At several of our farms we began to see some Northern Corn Leaf Blight in their fields and once our other clients caught wind of it, we were scouting full time for blight. Northern Corn Leaf Blight is identified by grey, cigar shaped lesions on the leaves of the corn plant and it generally shows up in the late season, from around the V12 stage and on. Due to the staggered planting this year because of the wet conditions, we did see some blight in corn that was younger, around the V8 stage. The majority of the blight that we saw was in fields that were no-till planted; the fungus is able to overwinter in the corn residue on the surface so in no-till applications it’s much more prevalent. When temperatures rise, the fungus become active and its spores are splashed up onto the leaves of the corn plant. It needs 6 to 18 hours of water on the leaf’s surface to infect the plant so during wet years like we’ve had this year or when the temperature cools and the dew takes longer to burn off, the fungus begins to be a problem.

Northern Corn Leaf Blight on left and Anthracnose Leaf Blight on right.

Another fungal disease we saw was Anthracnose leaf blight which is similar to Northern Corn Leaf Blight and causes similar foliar damage. Both fungal diseases cause the most damage when they’re seen in the crop during the period of two weeks before tasseling stage and the two weeks after tasseling stage.

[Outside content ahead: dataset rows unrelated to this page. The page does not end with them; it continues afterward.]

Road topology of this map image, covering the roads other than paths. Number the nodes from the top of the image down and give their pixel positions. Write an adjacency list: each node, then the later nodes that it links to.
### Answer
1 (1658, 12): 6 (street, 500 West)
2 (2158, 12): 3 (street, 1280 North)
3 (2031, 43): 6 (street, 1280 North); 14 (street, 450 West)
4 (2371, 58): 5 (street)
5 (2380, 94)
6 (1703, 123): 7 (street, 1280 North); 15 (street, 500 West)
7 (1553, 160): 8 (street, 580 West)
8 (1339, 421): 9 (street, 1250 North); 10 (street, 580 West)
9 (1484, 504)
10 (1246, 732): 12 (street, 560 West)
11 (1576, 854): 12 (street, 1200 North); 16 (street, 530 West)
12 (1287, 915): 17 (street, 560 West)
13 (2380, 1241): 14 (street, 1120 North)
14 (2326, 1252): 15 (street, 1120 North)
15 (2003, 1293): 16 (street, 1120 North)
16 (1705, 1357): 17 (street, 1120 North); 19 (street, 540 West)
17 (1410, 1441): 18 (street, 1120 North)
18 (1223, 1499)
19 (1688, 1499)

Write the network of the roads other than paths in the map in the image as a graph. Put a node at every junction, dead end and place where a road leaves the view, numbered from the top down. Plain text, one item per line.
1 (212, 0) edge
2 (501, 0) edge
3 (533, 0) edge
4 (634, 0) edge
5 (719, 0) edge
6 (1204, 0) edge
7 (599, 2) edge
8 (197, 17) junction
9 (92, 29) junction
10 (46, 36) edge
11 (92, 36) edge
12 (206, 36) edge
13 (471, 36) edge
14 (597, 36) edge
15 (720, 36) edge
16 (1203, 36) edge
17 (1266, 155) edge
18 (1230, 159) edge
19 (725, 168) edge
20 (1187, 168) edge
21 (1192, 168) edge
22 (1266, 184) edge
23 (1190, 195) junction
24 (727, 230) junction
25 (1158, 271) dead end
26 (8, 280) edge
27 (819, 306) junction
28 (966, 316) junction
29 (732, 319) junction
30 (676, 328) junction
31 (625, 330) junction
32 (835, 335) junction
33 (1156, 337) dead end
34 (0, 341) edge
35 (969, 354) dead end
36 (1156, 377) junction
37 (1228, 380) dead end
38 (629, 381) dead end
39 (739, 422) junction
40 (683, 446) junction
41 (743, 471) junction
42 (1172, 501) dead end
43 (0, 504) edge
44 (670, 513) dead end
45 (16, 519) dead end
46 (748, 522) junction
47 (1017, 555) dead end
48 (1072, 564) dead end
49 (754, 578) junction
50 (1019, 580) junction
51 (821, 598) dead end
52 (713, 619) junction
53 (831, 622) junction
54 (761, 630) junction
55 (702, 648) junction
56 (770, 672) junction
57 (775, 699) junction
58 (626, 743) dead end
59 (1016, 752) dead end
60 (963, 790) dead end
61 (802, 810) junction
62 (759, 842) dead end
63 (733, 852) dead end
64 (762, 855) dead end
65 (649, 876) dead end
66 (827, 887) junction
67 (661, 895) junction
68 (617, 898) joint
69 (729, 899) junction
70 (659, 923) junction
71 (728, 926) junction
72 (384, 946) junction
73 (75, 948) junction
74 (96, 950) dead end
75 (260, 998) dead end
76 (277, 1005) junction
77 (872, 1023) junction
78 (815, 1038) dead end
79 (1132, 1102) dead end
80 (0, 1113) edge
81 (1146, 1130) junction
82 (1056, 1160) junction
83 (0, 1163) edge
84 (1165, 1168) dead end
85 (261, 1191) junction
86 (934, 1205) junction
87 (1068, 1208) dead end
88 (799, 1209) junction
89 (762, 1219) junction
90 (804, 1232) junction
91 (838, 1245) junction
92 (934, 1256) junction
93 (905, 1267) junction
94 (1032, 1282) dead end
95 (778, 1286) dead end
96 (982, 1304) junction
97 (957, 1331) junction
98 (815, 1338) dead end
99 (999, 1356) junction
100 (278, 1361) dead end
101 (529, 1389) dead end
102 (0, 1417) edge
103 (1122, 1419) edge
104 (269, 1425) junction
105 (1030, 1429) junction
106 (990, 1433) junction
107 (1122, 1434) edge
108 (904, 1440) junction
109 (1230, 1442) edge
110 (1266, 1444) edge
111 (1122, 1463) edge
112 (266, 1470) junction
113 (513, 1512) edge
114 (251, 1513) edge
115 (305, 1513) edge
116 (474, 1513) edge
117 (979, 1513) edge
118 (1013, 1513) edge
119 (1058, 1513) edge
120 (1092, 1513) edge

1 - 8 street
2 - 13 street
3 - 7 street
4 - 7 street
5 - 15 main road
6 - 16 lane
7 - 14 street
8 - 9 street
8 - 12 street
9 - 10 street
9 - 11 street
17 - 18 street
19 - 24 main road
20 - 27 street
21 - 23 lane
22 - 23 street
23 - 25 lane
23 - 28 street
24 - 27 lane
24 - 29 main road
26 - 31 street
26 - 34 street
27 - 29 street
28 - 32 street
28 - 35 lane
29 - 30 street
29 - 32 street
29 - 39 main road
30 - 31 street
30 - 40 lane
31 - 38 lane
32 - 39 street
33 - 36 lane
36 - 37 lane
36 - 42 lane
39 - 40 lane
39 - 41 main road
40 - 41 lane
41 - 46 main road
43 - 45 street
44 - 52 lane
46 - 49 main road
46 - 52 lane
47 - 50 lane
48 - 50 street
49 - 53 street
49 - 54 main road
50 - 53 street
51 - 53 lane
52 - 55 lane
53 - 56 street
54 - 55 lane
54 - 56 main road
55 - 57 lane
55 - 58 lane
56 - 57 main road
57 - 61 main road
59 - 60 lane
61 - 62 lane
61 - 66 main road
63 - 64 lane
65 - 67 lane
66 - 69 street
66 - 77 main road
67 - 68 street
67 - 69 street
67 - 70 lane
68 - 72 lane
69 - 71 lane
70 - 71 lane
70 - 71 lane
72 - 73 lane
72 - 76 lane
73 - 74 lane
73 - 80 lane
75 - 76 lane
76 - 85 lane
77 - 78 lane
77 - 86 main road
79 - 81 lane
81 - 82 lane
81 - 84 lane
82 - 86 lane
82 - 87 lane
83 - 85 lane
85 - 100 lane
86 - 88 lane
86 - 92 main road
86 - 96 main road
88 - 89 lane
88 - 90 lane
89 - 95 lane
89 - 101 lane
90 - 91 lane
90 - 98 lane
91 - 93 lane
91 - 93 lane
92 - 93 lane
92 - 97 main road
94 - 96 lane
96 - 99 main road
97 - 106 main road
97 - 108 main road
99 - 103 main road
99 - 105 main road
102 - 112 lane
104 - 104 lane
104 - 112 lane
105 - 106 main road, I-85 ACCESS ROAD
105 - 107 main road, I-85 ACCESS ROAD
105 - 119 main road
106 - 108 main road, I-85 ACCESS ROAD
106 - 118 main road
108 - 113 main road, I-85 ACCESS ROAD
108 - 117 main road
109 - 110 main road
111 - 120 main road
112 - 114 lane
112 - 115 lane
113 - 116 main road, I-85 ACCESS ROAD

The best way to control both of these diseases is to increase tillage practices to bury the stubble or plant resistant hybrids. The fungal disease is still seen in the resistant hybrids but the damage isn’t substantial and doesn’t cause any yields losses.

Nearing the end of my internship, I decided to continue to working with ACS during the semester throughout the rest of scouting season and harvest.